**The records:**
-- Opening Marker --

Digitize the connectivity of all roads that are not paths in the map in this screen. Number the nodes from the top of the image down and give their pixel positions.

-- Closing Marker --
-- Opening Marker --

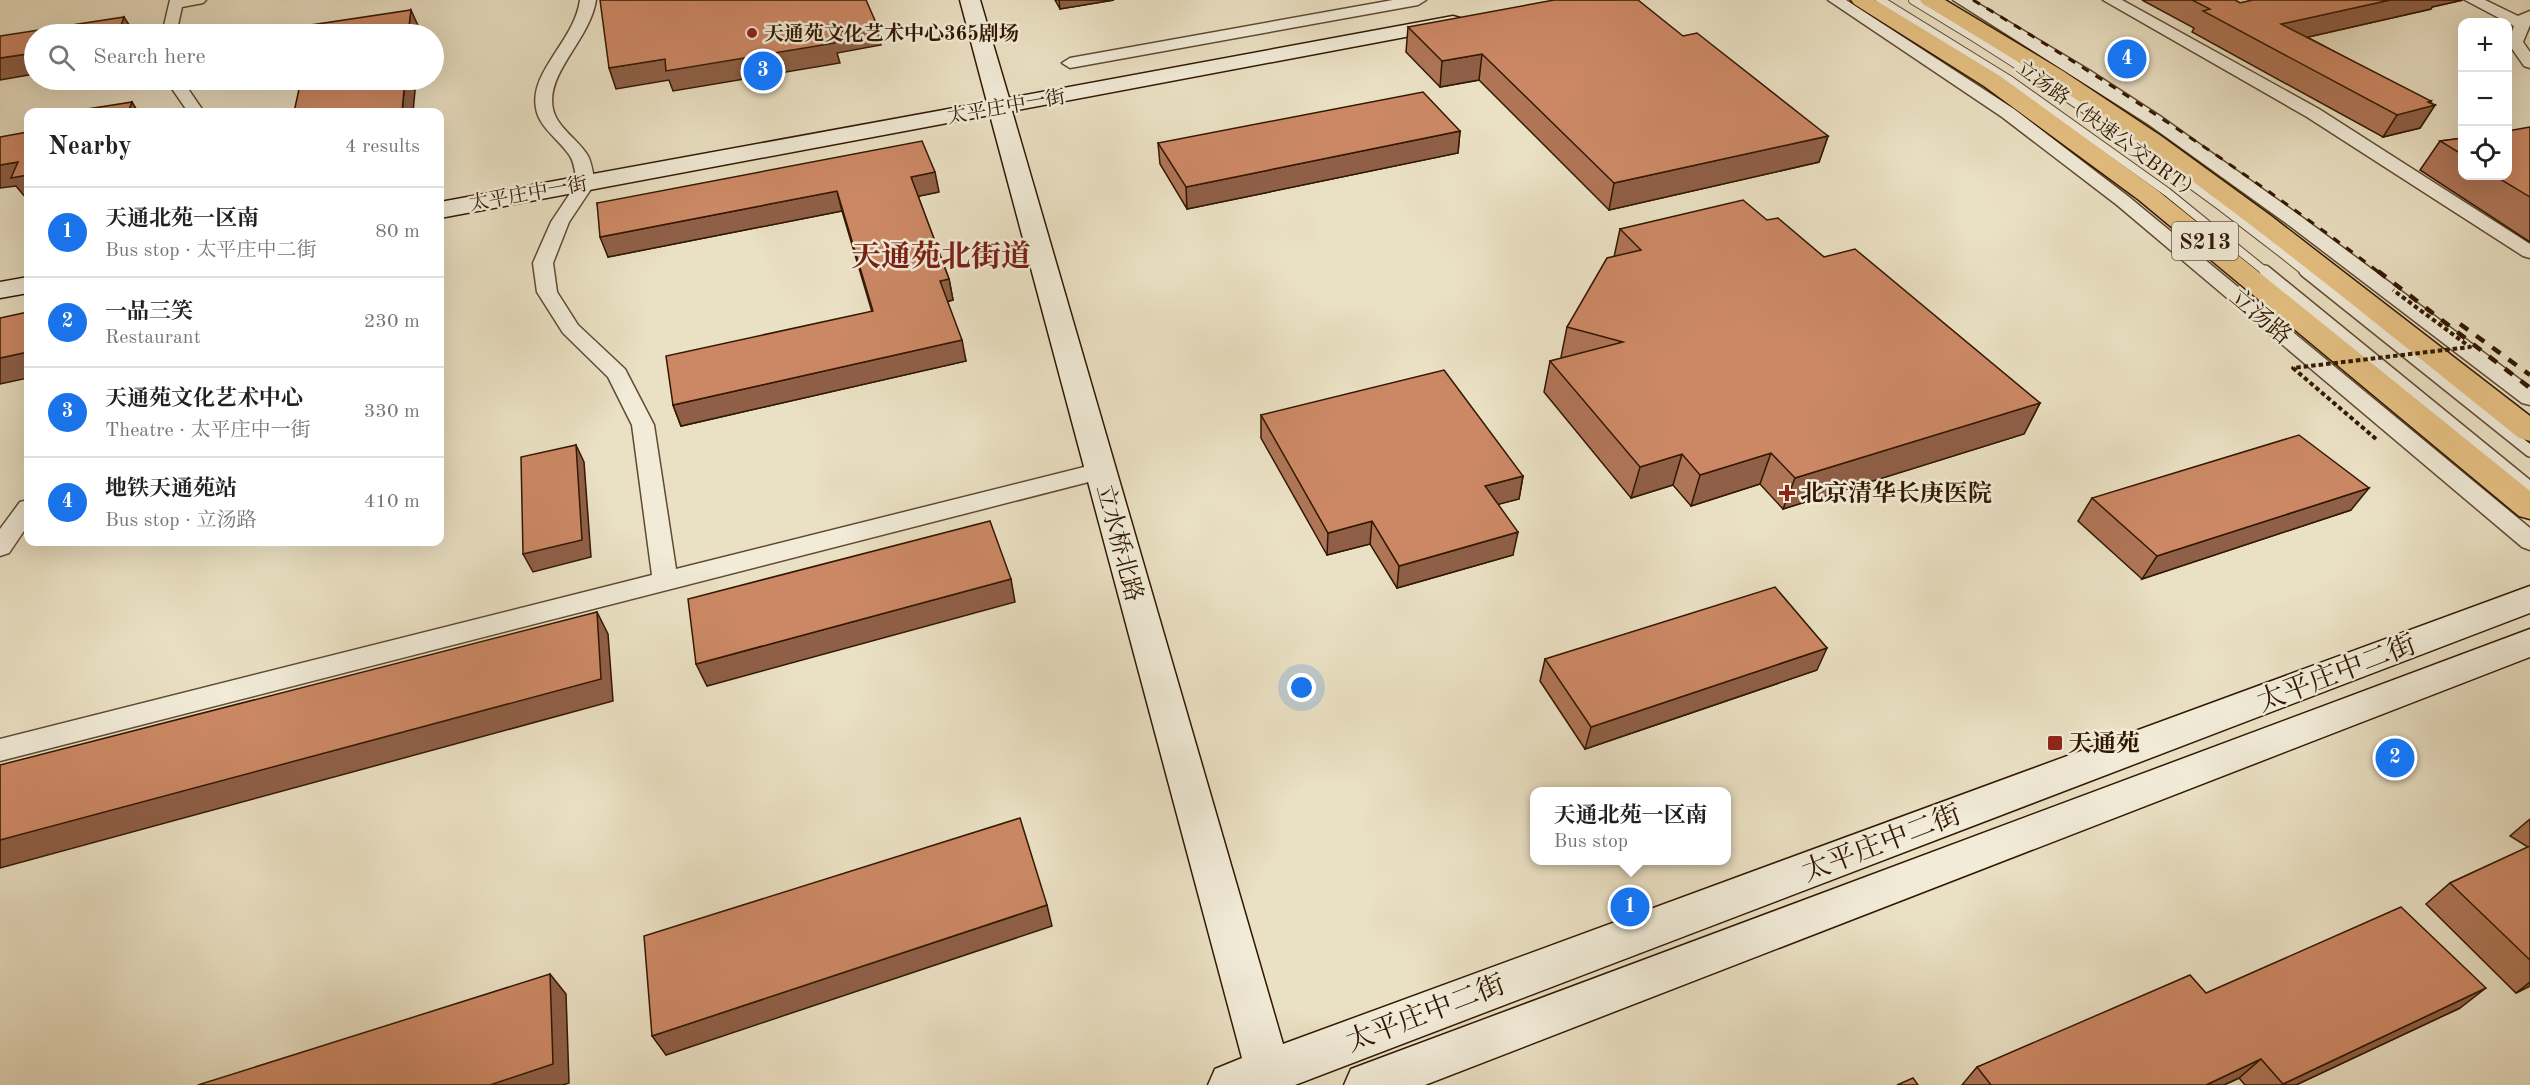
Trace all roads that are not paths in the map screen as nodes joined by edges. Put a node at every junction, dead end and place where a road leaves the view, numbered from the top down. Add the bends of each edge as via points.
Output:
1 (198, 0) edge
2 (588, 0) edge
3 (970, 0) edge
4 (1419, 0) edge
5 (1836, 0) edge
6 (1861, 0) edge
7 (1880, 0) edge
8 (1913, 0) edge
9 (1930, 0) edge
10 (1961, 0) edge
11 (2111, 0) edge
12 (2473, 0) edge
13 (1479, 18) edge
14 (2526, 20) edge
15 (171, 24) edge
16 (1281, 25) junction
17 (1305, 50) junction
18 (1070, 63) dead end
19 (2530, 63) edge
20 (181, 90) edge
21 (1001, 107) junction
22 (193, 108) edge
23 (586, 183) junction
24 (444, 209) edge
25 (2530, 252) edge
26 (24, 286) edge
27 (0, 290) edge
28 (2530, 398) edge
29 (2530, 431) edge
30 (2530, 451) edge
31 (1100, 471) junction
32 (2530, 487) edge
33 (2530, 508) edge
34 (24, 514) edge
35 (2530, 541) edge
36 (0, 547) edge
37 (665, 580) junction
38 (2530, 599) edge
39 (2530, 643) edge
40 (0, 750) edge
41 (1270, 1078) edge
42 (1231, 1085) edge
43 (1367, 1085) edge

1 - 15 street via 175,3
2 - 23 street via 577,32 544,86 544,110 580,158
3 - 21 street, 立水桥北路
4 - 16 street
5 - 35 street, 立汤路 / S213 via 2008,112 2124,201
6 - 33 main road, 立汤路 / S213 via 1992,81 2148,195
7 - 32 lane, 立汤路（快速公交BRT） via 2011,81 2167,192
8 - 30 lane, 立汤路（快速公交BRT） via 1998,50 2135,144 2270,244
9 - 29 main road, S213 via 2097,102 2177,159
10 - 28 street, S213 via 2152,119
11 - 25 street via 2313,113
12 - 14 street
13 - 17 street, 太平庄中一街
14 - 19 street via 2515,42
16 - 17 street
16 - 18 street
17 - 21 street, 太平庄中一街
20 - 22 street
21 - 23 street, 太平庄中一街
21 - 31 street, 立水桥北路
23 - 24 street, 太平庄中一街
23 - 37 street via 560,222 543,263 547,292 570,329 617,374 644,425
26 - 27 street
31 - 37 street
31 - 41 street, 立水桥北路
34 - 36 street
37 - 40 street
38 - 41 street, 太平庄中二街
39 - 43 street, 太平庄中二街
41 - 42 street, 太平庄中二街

-- Closing Marker --
-- Opening Marker --

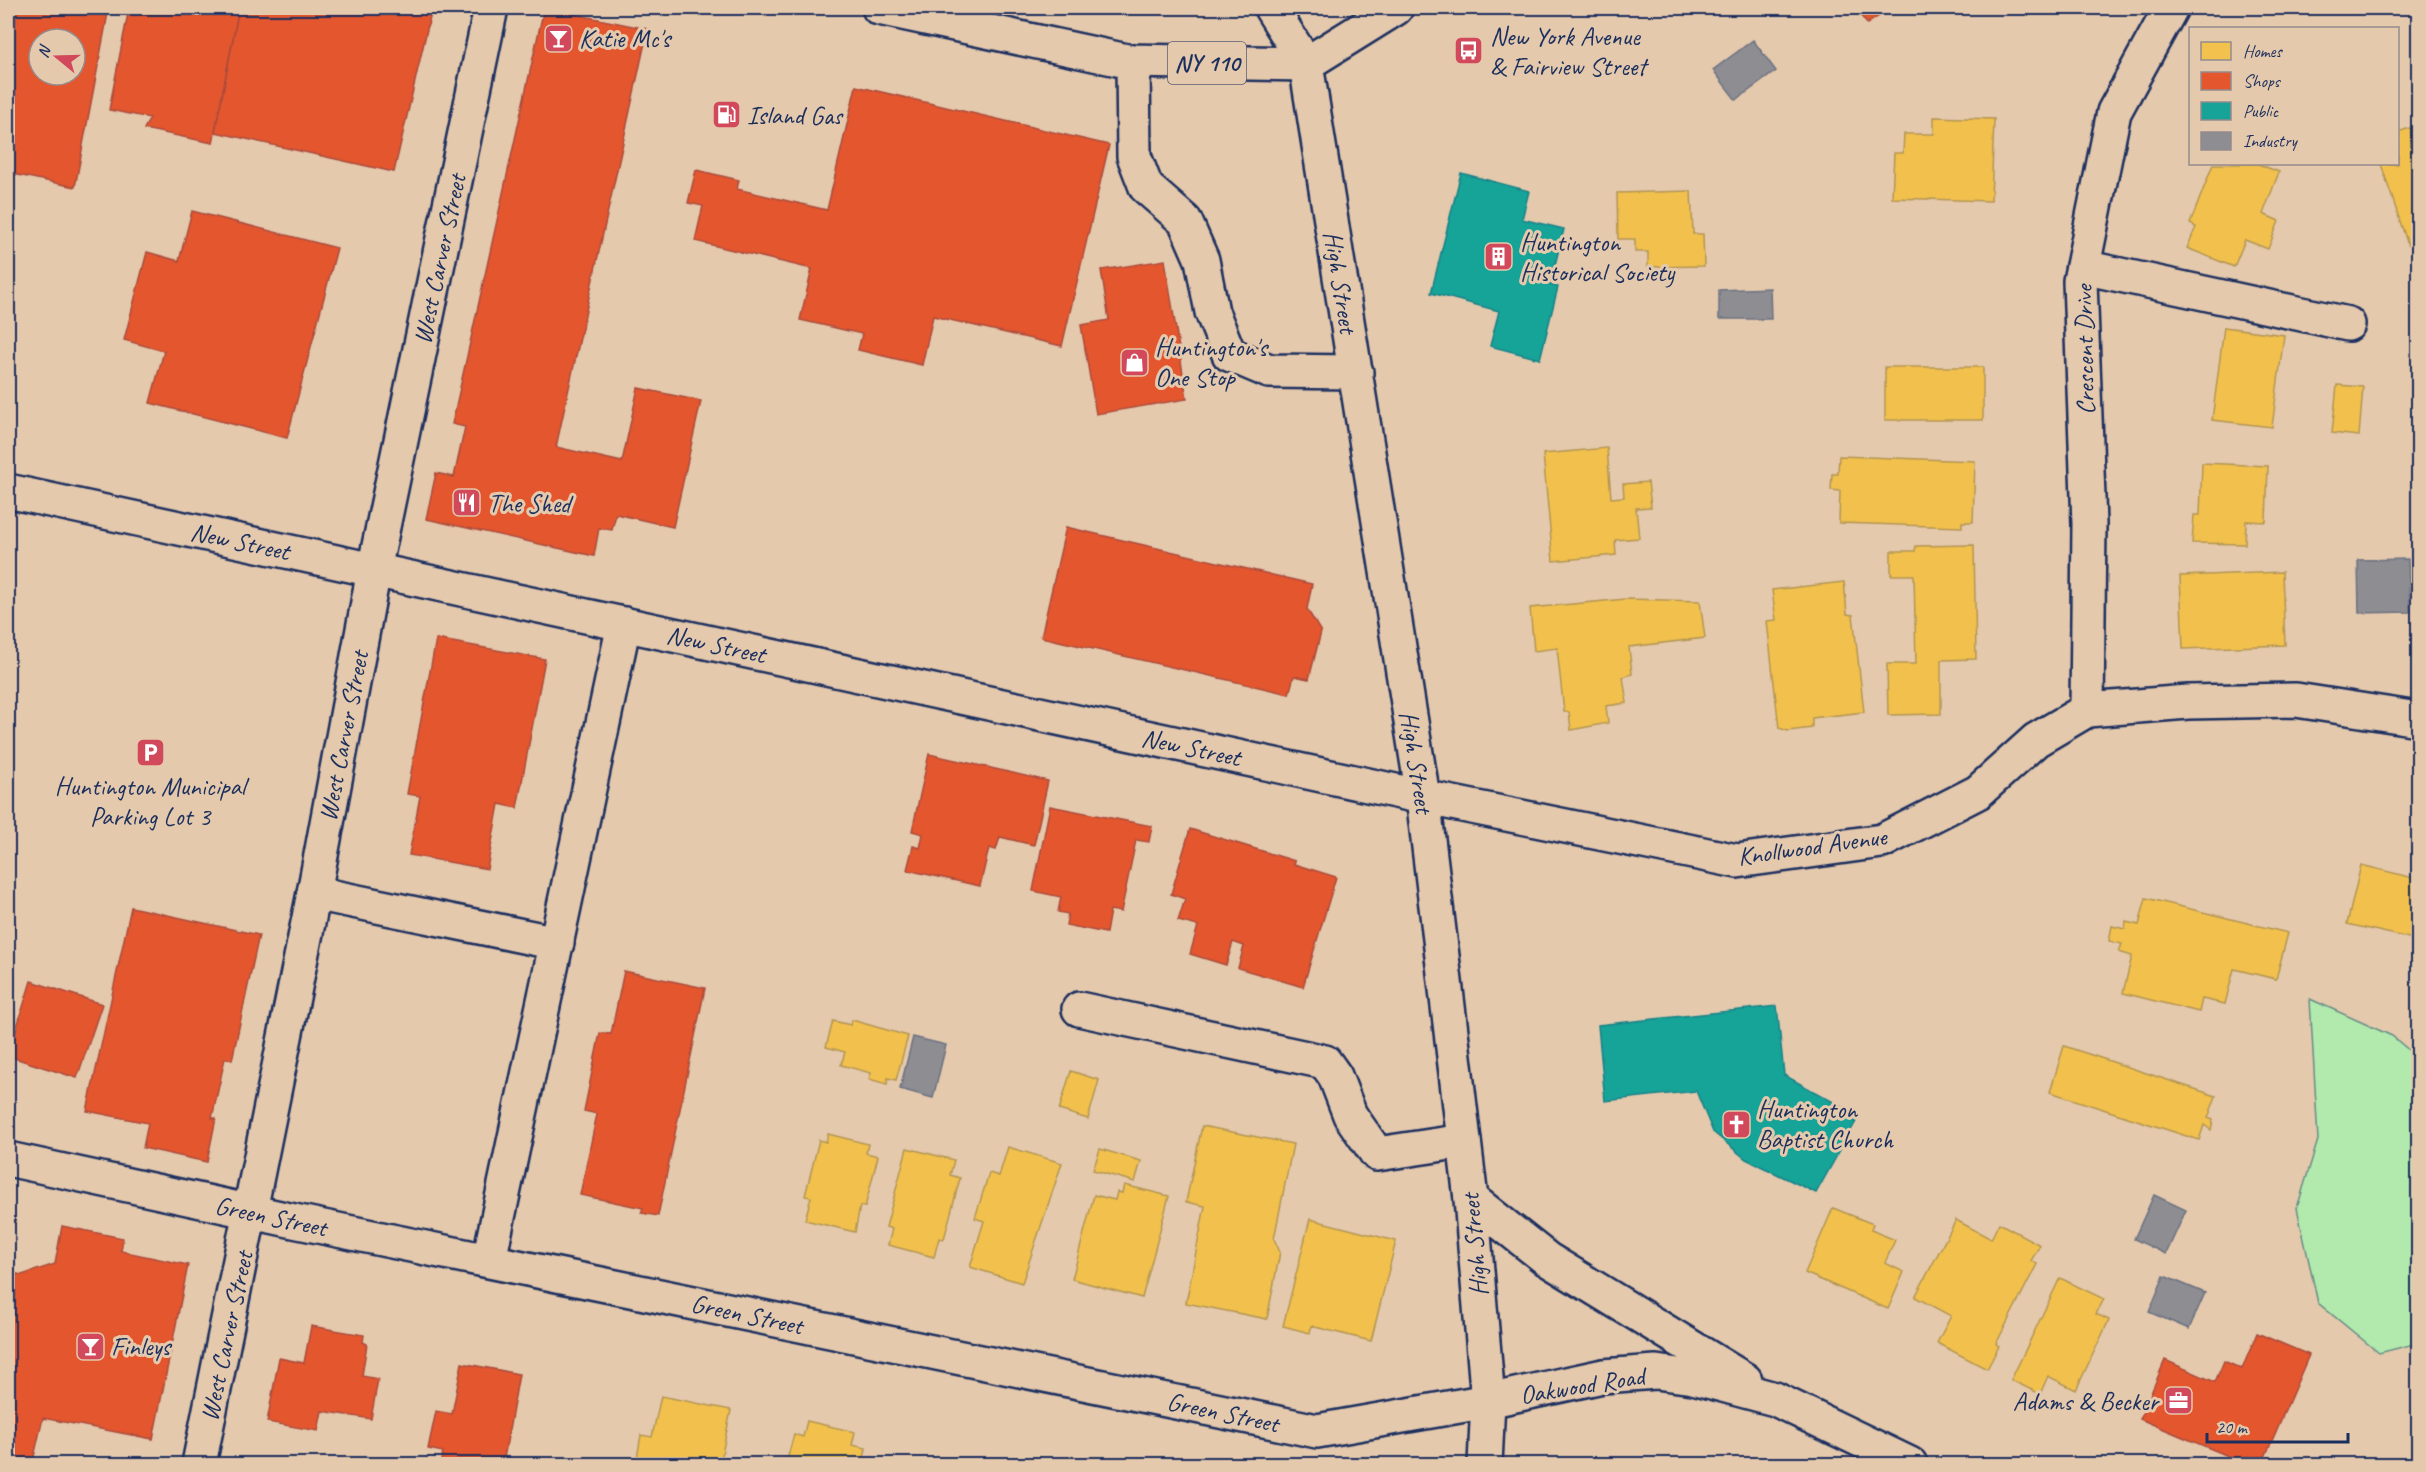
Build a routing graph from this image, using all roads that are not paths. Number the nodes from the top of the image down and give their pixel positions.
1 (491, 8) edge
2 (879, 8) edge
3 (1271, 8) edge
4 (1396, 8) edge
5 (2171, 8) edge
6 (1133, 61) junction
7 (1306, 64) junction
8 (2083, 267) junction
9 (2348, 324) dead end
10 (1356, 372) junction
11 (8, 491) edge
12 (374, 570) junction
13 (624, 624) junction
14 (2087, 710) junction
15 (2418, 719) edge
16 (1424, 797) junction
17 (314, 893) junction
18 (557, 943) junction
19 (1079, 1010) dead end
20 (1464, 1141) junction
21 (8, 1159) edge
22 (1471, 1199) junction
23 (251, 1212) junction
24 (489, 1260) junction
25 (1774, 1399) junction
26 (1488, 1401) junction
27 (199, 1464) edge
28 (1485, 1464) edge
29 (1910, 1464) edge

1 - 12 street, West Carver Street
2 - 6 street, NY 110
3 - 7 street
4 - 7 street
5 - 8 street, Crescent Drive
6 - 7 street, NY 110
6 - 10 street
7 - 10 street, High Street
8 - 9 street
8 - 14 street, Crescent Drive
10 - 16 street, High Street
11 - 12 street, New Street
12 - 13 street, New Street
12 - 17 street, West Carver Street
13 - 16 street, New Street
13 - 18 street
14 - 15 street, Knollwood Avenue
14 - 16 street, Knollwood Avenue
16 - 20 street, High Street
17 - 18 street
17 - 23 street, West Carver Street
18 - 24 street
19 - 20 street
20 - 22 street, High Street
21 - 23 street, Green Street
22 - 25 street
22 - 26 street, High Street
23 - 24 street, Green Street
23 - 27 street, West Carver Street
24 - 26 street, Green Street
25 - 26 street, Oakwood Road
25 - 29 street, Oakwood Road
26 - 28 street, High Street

-- Closing Marker --

**Your assignment:** Which lines of the data contain the string "screen"? Copy each of them.

**Result of this exercise:**
Digitize the connectivity of all roads that are not paths in the map in this screen. Number the nodes from the top of the image down and give their pixel positions.
Trace all roads that are not paths in the map screen as nodes joined by edges. Put a node at every junction, dead end and place where a road leaves the view, numbered from the top down. Add the bends of each edge as via points.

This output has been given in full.